> Exercise aim
In your copy, leave out the pictures and repeat the entries below exactly.

> Working data
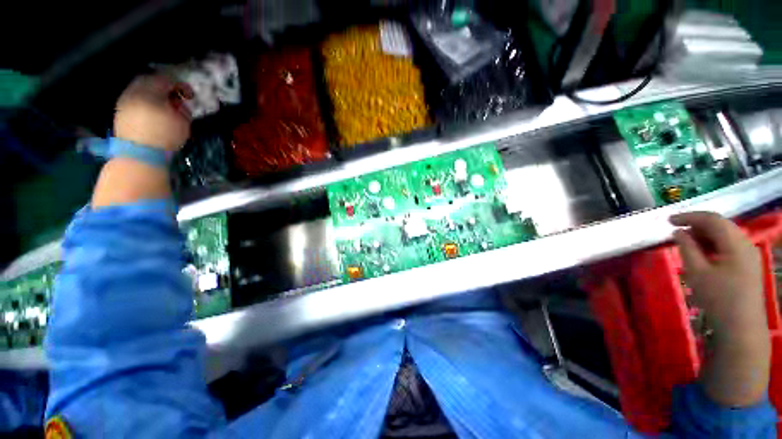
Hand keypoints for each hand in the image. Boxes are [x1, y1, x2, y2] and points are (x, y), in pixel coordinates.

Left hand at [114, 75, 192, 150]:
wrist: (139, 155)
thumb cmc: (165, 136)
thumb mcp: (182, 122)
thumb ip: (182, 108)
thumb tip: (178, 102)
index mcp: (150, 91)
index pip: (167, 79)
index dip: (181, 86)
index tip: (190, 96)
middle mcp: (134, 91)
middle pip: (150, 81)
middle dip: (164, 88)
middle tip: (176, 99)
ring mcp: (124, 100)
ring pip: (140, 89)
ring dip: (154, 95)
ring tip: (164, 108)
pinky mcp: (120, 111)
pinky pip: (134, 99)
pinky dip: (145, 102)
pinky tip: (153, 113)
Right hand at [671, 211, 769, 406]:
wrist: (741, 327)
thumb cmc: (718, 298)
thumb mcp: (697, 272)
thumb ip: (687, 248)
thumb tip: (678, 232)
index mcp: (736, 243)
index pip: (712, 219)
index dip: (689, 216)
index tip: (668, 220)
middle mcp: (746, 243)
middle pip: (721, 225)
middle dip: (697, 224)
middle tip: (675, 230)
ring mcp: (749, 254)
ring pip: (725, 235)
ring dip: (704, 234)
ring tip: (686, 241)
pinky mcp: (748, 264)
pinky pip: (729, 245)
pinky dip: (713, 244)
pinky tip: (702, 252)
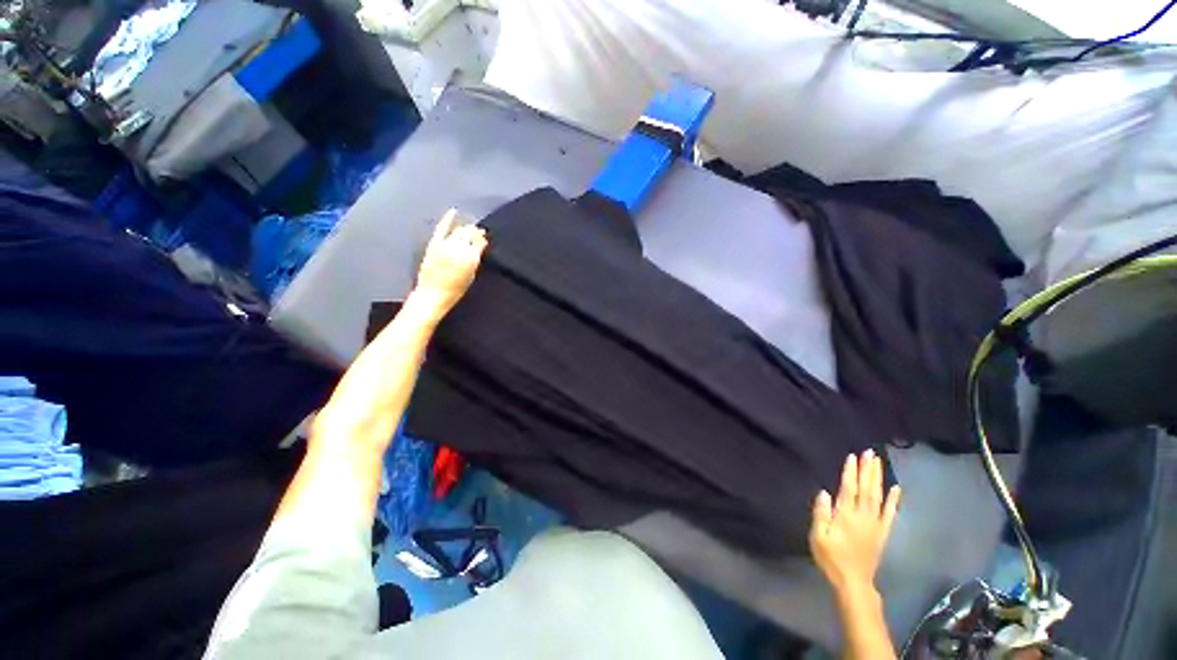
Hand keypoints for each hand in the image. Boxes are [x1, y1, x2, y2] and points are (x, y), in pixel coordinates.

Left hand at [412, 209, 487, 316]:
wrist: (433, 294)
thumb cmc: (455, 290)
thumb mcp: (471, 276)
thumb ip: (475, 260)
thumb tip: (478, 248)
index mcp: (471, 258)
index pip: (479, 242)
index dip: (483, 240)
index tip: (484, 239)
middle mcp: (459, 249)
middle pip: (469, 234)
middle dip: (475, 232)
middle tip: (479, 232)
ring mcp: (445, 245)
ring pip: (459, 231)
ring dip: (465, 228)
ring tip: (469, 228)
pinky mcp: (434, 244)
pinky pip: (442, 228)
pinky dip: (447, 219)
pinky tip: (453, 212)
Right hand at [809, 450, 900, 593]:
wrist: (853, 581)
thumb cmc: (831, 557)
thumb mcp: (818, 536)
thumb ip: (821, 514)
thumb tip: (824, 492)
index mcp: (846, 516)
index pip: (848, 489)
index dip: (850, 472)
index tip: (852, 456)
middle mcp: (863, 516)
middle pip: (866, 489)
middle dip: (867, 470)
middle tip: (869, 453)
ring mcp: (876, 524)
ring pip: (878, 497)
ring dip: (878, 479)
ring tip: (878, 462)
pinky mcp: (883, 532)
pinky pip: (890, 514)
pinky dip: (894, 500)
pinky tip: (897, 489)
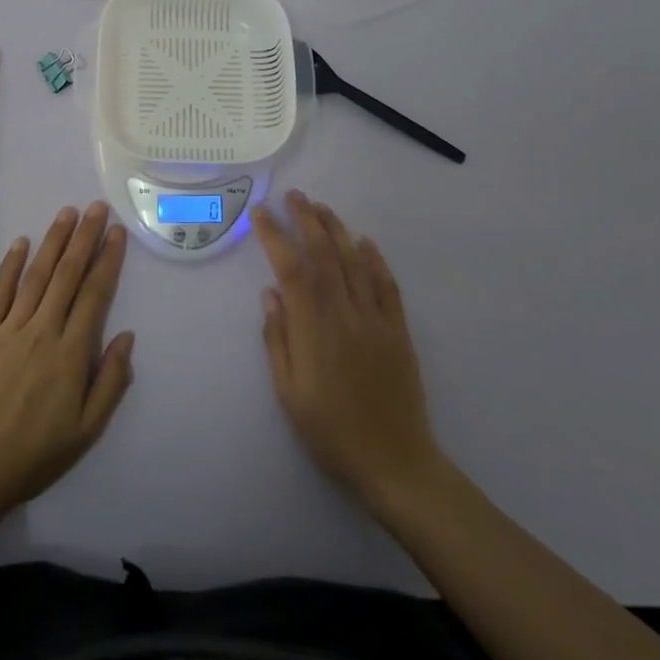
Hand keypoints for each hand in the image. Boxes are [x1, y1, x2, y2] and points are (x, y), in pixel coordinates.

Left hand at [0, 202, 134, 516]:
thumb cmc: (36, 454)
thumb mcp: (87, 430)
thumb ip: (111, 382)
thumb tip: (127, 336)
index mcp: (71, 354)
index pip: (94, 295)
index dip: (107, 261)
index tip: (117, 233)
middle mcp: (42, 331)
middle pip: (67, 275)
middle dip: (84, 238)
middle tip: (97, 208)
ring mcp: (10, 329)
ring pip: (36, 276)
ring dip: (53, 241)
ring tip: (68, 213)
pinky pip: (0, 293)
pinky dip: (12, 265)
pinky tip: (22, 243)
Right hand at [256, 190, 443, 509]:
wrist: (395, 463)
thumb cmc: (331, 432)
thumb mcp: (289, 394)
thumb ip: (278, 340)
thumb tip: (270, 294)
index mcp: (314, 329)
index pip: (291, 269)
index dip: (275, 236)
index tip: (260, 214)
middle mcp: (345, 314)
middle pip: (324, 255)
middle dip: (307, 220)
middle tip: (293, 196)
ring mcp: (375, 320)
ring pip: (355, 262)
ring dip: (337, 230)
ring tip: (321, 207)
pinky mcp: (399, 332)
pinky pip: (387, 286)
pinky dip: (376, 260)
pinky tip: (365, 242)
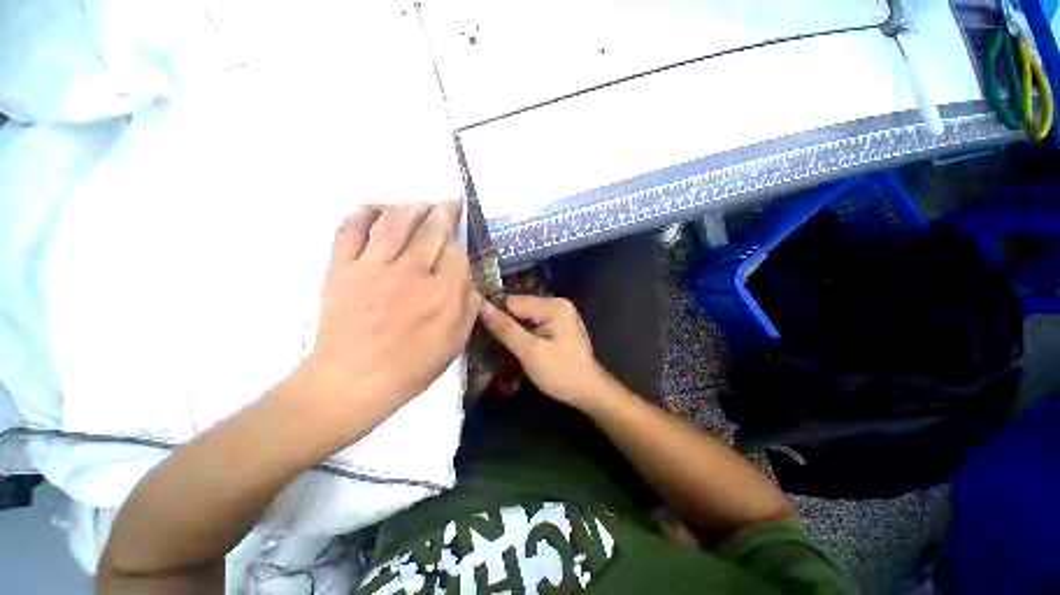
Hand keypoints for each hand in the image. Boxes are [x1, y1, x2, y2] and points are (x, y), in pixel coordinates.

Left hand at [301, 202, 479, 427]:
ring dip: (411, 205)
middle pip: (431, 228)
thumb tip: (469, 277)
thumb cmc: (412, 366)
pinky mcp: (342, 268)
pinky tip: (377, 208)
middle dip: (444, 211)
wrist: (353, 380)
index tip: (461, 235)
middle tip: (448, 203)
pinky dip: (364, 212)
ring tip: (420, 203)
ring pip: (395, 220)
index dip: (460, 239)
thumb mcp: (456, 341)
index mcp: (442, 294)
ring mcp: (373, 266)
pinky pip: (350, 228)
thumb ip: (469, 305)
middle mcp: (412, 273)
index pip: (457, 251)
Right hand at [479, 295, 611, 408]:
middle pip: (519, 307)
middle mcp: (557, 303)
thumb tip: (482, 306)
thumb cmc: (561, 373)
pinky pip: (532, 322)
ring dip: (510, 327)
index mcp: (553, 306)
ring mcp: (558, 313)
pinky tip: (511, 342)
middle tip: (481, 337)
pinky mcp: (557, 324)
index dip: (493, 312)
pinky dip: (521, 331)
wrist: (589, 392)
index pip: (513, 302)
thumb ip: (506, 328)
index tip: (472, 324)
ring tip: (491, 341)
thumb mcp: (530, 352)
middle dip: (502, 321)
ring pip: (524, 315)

> Reply
Hand keypoints for each hand in the image. Boxes are [x1, y1, x2, y2] and points are (x, y), in pixel coordinates.

Left hand at [114, 75, 192, 150]:
wrist: (139, 155)
thumb cmc: (165, 136)
thumb mcp: (182, 122)
thumb ip: (182, 108)
thumb tip: (178, 102)
index mcp: (150, 91)
index pip: (167, 79)
index dip: (181, 86)
index tip: (190, 96)
middle mcp: (134, 91)
middle pip: (150, 81)
middle dip: (164, 88)
middle tip: (176, 99)
ring mcp: (124, 100)
ring pip: (140, 89)
ring dip: (154, 95)
ring tip: (164, 108)
pinky mcp: (120, 111)
pinky pip: (134, 99)
pinky dip: (145, 102)
pinky tip: (153, 113)
Right hand at [671, 211, 769, 406]:
wrist: (741, 327)
thumb cmc: (718, 298)
thumb mcp: (697, 272)
thumb ip: (687, 248)
thumb tip: (678, 232)
index mcp: (736, 243)
index pip: (712, 219)
index dip: (689, 216)
index tip: (668, 220)
middle mcp: (746, 243)
middle pip: (721, 225)
middle dip: (697, 224)
middle tip: (675, 230)
ring mcp: (749, 254)
ring pip: (725, 235)
ring dip: (704, 234)
ring tip: (686, 241)
pinky mcp: (748, 264)
pinky pip: (729, 245)
pinky dip: (713, 244)
pinky tip: (702, 252)
Hand keypoints for each hand in the image. Boxes are [x1, y1, x2, y2] and points are (x, y), in pixel coordinates.

Left hand at [412, 209, 487, 316]:
wrist: (433, 294)
thumb cmc: (455, 290)
thumb mcp: (471, 276)
thumb ip: (475, 260)
thumb tip: (478, 248)
index mcp: (471, 258)
index pip: (479, 242)
index dip: (483, 240)
index tip: (484, 239)
middle mcp: (459, 249)
middle pip: (469, 234)
middle dip: (475, 232)
middle tip: (479, 232)
ring mcp: (445, 245)
ring pip: (459, 231)
ring dip: (465, 228)
ring tip: (469, 228)
pinky mcp: (434, 244)
pinky pip: (442, 228)
pinky dip: (447, 219)
pinky tip: (453, 212)
Right hand at [809, 450, 900, 593]:
wrist: (853, 581)
thumb cmc: (831, 557)
thumb mcp: (818, 536)
thumb ip: (821, 514)
thumb tip: (824, 492)
index mcp: (846, 516)
index pip: (848, 489)
index dip: (850, 472)
index tip: (852, 456)
middle mcp: (863, 516)
middle pip: (866, 489)
middle dip: (867, 470)
middle tip: (869, 453)
ring mcp: (876, 524)
ring pip: (878, 497)
ring dip: (878, 479)
ring tip: (878, 462)
pinky mcp: (883, 532)
pinky pip: (890, 514)
pinky dip: (894, 500)
pinky tip: (897, 489)
Hand keypoints for each hand in the image. Boxes are [x1, y1, x2, y2] and points are (x, y), in pixel coordinates.

Left hand at [0, 202, 134, 516]:
thumb cmc: (36, 454)
thumb mcp: (87, 430)
thumb ip: (111, 382)
thumb tip: (127, 336)
index mcp: (71, 354)
index pip: (94, 295)
index dip: (107, 261)
index tip: (117, 233)
middle mcp: (42, 331)
middle pip: (67, 275)
middle dip: (84, 238)
middle tip: (97, 208)
ring mcp: (10, 329)
ring pip: (36, 276)
ring dip: (53, 241)
ring tip: (68, 213)
pinky pip: (0, 293)
pinky dip: (12, 265)
pinky tip: (22, 243)
Right hand at [256, 190, 443, 509]:
wrist: (395, 463)
thumb cmc: (331, 432)
thumb mcp: (289, 394)
thumb ip: (278, 340)
thumb tip: (270, 294)
index mcp: (314, 329)
index pip: (291, 269)
index dip: (275, 236)
index tip: (260, 214)
middle mcp: (345, 314)
middle pip: (324, 255)
middle dip: (307, 220)
middle tip: (293, 196)
ring mcp: (375, 320)
ring pip: (355, 262)
ring dip: (337, 230)
ring tip: (321, 207)
pinky mcp: (399, 332)
pinky pip: (387, 286)
pinky dip: (376, 260)
pinky tip: (365, 242)
Hand keypoints for each hand in the image. Boxes are [x1, y1, x2, y2] and points are (x, y), in pixel coordinates.

Left hand at [301, 202, 479, 427]:
ring dip: (411, 205)
middle pip: (431, 228)
thumb tip: (469, 277)
thumb cmc: (412, 366)
pinky mcp: (342, 268)
pinky tip: (377, 208)
middle dip: (444, 211)
wrist: (353, 380)
index tip: (461, 235)
middle tip: (448, 203)
pinky dip: (364, 212)
ring tip: (420, 203)
ring pip: (395, 220)
index dip: (460, 239)
thumb mcp: (456, 341)
index mcp: (442, 294)
ring mcp: (373, 266)
pinky pip: (350, 228)
thumb ip: (469, 305)
middle mcp: (412, 273)
index pip: (457, 251)
Right hand at [479, 295, 611, 408]:
middle pip: (519, 307)
middle mcp: (557, 303)
thumb tip: (482, 306)
thumb cmc: (561, 373)
pinky pip: (532, 322)
ring dip: (510, 327)
index mcp: (553, 306)
ring mcp: (558, 313)
pinky tip: (511, 342)
middle tip: (481, 337)
pinky mcp: (557, 324)
index dip: (493, 312)
pinky dip: (521, 331)
wrist: (589, 392)
index pip: (513, 302)
thumb ip: (506, 328)
index tip: (472, 324)
ring tip: (491, 341)
thumb mcp: (530, 352)
middle dip: (502, 321)
ring pip: (524, 315)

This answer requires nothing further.